=== Data ===
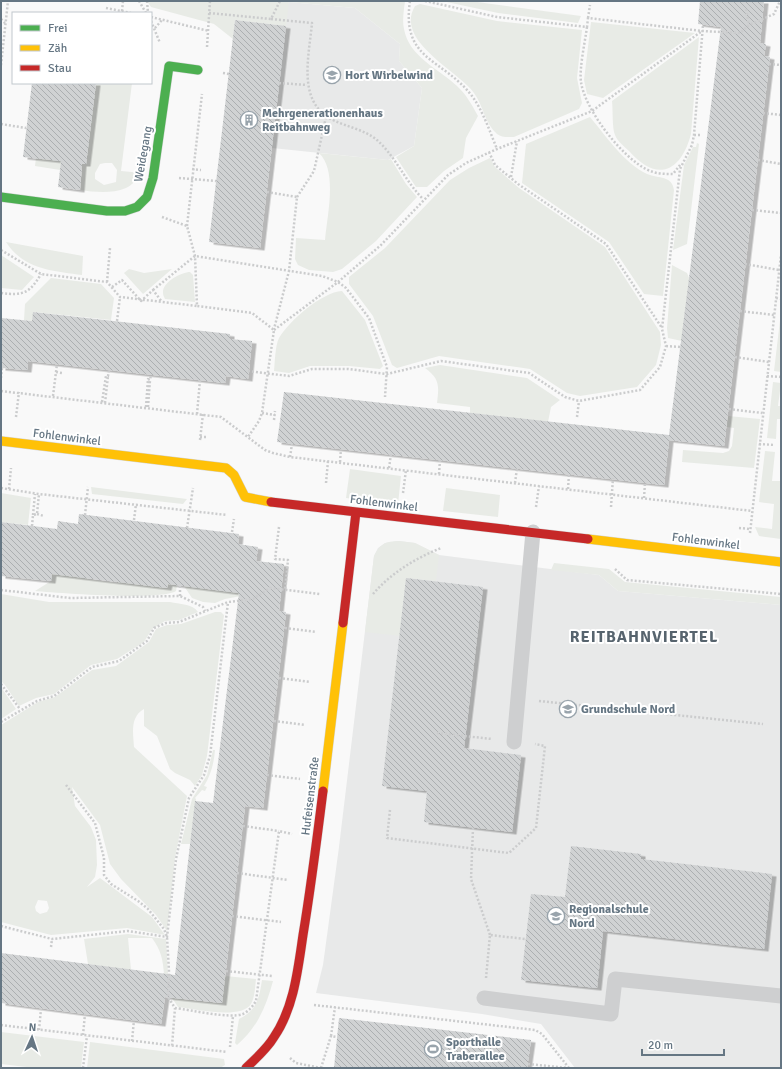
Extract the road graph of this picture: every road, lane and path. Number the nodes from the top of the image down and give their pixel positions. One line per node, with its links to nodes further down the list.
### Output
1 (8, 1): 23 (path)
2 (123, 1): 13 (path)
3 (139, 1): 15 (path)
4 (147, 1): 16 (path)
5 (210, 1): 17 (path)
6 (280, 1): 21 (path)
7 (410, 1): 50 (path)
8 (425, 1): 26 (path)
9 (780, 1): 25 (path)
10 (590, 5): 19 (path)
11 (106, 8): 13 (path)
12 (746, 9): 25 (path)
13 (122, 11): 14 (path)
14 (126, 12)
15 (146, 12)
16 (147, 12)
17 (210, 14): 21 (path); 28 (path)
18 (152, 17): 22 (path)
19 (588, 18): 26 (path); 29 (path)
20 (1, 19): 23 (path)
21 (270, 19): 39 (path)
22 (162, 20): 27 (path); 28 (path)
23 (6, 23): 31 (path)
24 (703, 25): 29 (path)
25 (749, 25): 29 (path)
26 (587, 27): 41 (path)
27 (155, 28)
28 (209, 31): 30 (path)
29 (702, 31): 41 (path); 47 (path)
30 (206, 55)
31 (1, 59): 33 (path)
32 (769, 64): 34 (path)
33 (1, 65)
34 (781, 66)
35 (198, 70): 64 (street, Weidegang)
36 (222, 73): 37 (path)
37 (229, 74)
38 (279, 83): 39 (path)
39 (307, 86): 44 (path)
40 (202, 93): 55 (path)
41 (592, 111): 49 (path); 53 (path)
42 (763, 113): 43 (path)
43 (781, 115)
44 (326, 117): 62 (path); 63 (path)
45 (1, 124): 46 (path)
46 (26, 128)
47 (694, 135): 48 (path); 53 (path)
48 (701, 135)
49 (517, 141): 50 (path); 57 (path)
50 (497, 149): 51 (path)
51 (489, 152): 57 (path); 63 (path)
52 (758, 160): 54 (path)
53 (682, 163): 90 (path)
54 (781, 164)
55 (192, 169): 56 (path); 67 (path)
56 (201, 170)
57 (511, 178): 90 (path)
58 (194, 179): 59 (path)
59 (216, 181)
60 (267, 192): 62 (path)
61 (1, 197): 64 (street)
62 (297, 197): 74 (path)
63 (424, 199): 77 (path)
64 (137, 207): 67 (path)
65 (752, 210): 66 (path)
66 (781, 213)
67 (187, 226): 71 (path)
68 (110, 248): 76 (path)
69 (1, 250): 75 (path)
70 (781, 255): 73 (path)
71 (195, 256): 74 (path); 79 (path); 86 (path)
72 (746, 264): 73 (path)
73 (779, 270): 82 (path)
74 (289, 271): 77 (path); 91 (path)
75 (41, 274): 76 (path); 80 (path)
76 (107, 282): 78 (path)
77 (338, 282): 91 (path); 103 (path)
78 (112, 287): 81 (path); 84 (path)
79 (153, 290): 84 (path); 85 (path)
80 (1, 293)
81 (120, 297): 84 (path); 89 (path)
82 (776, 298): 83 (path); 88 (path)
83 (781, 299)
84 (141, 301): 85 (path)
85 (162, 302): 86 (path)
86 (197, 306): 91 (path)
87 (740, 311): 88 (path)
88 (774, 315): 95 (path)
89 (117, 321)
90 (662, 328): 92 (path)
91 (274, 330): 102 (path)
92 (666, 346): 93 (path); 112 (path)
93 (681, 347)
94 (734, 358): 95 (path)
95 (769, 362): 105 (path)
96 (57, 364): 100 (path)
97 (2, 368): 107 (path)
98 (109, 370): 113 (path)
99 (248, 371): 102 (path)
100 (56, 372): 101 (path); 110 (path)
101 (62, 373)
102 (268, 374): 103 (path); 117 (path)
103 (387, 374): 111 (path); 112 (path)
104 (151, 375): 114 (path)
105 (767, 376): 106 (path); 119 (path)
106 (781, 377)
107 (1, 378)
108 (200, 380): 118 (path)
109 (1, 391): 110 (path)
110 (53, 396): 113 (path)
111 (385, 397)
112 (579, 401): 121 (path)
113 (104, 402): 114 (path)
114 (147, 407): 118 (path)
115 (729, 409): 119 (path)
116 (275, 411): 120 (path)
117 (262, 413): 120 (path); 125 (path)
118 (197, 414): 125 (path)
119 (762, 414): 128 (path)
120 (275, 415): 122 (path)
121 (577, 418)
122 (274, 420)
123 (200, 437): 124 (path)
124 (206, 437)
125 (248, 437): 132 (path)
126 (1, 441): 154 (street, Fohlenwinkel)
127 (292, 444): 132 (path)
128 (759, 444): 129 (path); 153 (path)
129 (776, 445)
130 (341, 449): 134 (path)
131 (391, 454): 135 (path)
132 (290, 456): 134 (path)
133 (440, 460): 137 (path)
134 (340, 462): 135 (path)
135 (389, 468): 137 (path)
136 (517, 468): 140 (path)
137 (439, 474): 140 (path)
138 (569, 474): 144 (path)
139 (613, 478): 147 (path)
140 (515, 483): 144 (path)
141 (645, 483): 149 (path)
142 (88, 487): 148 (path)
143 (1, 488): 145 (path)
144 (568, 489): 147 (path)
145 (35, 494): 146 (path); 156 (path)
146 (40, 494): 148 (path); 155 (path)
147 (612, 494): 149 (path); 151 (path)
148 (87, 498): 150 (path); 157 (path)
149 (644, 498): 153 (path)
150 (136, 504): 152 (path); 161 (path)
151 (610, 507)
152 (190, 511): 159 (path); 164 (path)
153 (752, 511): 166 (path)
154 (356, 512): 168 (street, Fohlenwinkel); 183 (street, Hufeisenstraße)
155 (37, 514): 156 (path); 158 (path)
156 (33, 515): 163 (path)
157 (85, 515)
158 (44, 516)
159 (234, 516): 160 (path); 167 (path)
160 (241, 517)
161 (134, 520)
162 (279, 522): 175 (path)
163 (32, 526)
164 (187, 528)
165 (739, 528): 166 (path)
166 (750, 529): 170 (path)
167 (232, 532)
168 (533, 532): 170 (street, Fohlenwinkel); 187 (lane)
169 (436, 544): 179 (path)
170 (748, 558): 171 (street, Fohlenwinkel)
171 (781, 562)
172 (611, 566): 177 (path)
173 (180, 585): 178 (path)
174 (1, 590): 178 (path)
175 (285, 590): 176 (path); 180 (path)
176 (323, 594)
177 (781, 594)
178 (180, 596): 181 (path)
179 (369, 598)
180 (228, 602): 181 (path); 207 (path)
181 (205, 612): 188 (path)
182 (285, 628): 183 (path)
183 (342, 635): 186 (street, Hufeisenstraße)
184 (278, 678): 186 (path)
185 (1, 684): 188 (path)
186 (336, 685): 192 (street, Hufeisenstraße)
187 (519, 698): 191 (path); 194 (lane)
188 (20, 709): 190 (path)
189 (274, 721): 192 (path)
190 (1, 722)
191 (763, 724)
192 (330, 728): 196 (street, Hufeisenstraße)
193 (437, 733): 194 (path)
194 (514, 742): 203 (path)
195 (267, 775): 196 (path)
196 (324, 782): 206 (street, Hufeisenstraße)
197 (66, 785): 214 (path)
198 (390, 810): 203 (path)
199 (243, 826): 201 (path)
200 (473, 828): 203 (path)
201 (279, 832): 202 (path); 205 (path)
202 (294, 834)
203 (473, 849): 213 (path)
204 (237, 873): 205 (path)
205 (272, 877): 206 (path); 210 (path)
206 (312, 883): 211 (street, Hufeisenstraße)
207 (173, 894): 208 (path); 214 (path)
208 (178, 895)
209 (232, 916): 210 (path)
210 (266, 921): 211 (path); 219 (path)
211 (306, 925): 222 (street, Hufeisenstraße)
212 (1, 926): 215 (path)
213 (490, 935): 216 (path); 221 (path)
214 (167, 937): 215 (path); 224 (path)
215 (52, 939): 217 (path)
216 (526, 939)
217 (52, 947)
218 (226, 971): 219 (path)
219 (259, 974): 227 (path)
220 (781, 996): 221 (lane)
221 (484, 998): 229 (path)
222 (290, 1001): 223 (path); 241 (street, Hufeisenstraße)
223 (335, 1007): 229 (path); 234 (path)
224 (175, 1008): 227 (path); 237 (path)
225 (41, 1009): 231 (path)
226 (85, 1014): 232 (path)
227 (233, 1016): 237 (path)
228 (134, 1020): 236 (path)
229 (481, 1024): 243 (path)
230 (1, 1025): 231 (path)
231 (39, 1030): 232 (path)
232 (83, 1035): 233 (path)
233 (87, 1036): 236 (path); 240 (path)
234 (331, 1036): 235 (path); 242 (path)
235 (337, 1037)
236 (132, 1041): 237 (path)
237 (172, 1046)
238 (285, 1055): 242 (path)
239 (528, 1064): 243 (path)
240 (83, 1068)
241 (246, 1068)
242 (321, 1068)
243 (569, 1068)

* * *

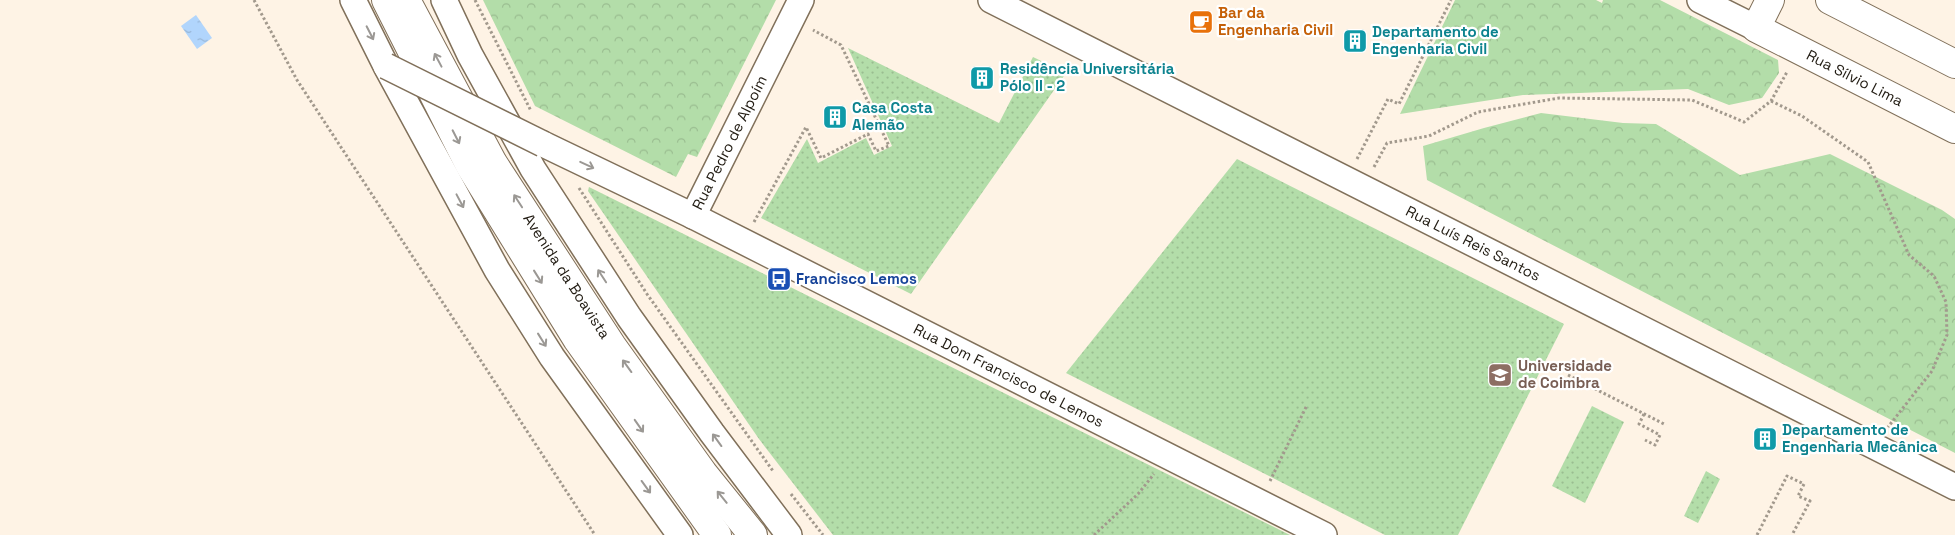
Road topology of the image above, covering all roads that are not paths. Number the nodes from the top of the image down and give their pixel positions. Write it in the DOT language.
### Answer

...

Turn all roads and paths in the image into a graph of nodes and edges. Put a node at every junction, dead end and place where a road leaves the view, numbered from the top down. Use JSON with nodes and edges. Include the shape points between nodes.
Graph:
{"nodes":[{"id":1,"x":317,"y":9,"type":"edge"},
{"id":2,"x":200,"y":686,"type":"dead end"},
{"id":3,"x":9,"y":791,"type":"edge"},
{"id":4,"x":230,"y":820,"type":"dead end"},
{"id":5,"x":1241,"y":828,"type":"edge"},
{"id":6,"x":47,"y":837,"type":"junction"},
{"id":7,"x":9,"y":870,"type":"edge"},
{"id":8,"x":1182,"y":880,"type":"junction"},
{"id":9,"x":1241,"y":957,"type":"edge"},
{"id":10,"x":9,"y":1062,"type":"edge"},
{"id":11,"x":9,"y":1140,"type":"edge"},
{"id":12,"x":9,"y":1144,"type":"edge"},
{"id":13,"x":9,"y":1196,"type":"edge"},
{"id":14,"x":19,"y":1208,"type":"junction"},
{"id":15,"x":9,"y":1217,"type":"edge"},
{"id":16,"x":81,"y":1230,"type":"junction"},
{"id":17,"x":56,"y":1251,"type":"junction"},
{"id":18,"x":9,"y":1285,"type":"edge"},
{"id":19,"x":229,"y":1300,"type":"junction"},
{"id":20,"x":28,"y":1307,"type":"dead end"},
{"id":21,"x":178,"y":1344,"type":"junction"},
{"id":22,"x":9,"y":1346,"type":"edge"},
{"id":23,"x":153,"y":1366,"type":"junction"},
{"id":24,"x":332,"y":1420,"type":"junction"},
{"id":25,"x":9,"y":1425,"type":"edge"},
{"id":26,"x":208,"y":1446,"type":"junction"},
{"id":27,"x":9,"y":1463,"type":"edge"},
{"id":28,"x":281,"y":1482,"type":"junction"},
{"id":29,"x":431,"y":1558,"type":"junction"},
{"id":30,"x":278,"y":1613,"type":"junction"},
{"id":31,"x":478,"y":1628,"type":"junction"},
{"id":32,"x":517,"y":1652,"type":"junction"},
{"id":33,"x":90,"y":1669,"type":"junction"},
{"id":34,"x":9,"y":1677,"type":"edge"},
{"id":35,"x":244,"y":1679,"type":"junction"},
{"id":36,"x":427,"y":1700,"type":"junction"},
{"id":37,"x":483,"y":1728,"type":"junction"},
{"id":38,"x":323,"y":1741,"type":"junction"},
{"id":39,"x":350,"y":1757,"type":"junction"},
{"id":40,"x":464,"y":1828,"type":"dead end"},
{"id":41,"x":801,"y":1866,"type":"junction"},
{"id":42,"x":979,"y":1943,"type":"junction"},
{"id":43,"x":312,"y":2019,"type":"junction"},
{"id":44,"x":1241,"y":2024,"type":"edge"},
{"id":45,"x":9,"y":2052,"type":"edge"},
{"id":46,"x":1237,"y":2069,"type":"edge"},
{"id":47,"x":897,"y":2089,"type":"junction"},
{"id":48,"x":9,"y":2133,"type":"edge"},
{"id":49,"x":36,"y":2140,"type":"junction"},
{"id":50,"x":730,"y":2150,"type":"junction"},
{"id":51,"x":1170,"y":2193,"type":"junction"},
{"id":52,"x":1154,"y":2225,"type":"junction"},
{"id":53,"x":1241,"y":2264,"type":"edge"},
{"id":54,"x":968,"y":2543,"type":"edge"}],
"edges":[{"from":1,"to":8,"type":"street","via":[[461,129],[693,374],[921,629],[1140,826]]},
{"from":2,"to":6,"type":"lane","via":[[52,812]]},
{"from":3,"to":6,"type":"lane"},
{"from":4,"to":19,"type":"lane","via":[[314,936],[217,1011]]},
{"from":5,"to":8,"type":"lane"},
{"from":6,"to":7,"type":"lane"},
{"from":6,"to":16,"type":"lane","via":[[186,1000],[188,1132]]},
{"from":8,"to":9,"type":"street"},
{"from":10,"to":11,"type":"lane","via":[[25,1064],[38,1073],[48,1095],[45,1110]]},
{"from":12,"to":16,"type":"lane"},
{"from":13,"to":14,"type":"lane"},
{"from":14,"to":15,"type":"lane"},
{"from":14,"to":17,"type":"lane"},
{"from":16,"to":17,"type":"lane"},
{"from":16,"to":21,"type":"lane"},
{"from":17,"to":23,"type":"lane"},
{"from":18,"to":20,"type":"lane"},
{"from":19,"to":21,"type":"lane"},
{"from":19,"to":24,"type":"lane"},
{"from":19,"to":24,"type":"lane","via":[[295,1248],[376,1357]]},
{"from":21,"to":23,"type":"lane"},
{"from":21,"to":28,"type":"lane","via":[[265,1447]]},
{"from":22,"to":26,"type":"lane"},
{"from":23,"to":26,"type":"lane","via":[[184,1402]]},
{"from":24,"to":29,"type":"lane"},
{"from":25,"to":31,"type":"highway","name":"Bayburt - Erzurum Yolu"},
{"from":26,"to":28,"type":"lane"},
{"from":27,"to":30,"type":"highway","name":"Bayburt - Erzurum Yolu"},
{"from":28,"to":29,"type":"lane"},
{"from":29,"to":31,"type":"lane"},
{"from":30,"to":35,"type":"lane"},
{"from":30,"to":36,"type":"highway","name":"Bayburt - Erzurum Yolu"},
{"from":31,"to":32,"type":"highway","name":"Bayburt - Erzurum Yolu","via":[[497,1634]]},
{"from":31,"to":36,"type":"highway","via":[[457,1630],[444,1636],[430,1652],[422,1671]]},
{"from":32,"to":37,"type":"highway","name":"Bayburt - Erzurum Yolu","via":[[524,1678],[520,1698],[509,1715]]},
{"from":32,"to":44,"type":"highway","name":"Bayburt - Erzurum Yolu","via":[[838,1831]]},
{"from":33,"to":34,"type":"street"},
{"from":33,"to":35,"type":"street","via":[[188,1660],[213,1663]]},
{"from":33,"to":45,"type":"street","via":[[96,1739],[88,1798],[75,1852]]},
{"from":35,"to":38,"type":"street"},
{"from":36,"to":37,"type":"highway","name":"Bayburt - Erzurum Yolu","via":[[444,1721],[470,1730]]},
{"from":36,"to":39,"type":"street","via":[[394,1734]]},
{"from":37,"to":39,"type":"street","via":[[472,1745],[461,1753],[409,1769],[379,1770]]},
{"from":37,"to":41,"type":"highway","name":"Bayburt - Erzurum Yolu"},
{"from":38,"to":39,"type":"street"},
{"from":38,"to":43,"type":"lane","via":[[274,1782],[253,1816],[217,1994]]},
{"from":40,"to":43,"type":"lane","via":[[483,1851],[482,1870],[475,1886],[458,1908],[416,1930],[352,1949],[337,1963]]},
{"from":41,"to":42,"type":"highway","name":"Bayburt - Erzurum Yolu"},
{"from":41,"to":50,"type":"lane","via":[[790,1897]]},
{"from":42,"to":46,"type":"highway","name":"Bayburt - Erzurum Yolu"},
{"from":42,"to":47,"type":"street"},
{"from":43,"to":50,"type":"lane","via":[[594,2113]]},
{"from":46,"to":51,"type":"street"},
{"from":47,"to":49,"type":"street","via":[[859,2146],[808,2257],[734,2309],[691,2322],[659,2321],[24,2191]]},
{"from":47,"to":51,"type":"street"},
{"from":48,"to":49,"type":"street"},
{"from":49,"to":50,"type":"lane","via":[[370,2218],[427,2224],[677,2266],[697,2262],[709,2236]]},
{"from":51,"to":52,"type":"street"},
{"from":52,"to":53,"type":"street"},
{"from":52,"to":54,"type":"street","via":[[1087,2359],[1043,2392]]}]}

=== What to do ===
Find the number of lines in the records that include the word "image". Write only that number.

=== Exercise response ===
3